There are independent and licensed advisers, such as the ones who work at Chapter, who can help beneficiaries make sense of the options available to them. There are also other resources as well, such as Medicare.gov, State Health Insurance Assistance Programs and the National Council on Aging’s BenefitsCheckUp.  

Parker spoke with MarketWatch about making the right decisions for Medicare, the consequences of not analyzing your options and the upcoming annual enrollment period beginning on Oct. 15. This interview has been edited for clarity and length. 

MarketWatch: What is the greatest myth or misconception about Medicare? 

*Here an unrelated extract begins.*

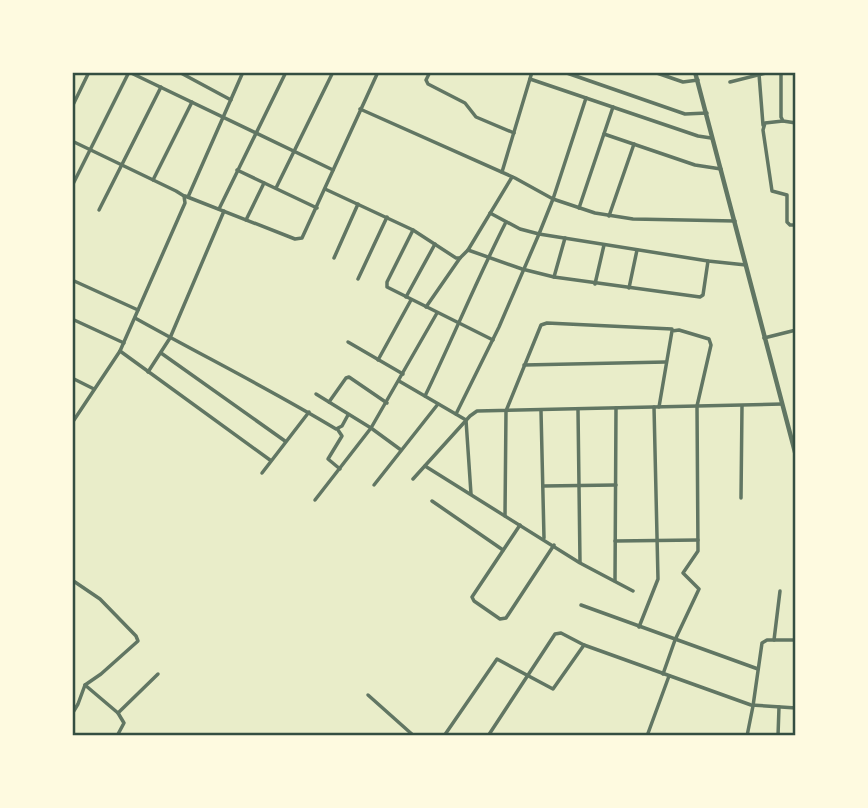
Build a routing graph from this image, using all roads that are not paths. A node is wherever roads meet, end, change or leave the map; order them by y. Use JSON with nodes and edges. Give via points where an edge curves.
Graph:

Ari Parker: There are so many, let me go through a few. The first is that Medicare is free. There’s a charge. It is not free and the charge is $170.10 (per month) for most Americans. [Editor’s note: The monthly fee is the premium for Medicare Part B, which covers medical services.]  The second assumption is it covers all of your medical costs – it only covers 80%. The third misconception is that Medicare covers drug coverage. That is optional. If you don’t have it, there’s a penalty, so get prescription drug coverage or a standalone Part D plan. 

MW: I know you said it’s not that complicated but there are a lot of factors to consider with Medicare – how do people make sense of it all? 

Parker: Start with the 3 P’s: providers, prescriptions and preferences. Who are the doctors you’ve seen over the last few years, and who are the doctors you want to see? What’s your health history – do you have chronic conditions? Someone who doesn’t use much care may want to look into Medigap, but Medigap wouldn’t work so well if you see four to six specialists. Another is what prescriptions are you already on and what do you think you’ll need in the near future? It also matters what pharmacy people go to, which affects pricing. And finally, lifestyle preferences – what are your plans to enjoy what we call the remarkable next act? (This is another word for retirement.) Will you spend half the year in Florida and Arizona? Do you plan to visit grandchildren or travel internationally

Also see: Are you eligible for Medicare? What to know about open enrollment 

MW: What are the consequences if you’re not going through the options? 

Parker: Medicare is not automatic unless you’re already taking Social Security, so the biggest risk is not having health insurance. The second is owing late enrollment penalties. These lifetime penalties are cumulative – they keep adding up and you owe them for as long as you live. The final risk is having lousy insurance. If you started Medicare and didn’t go through the three P’s, the big risk is when you need care it won’t work as you want it to.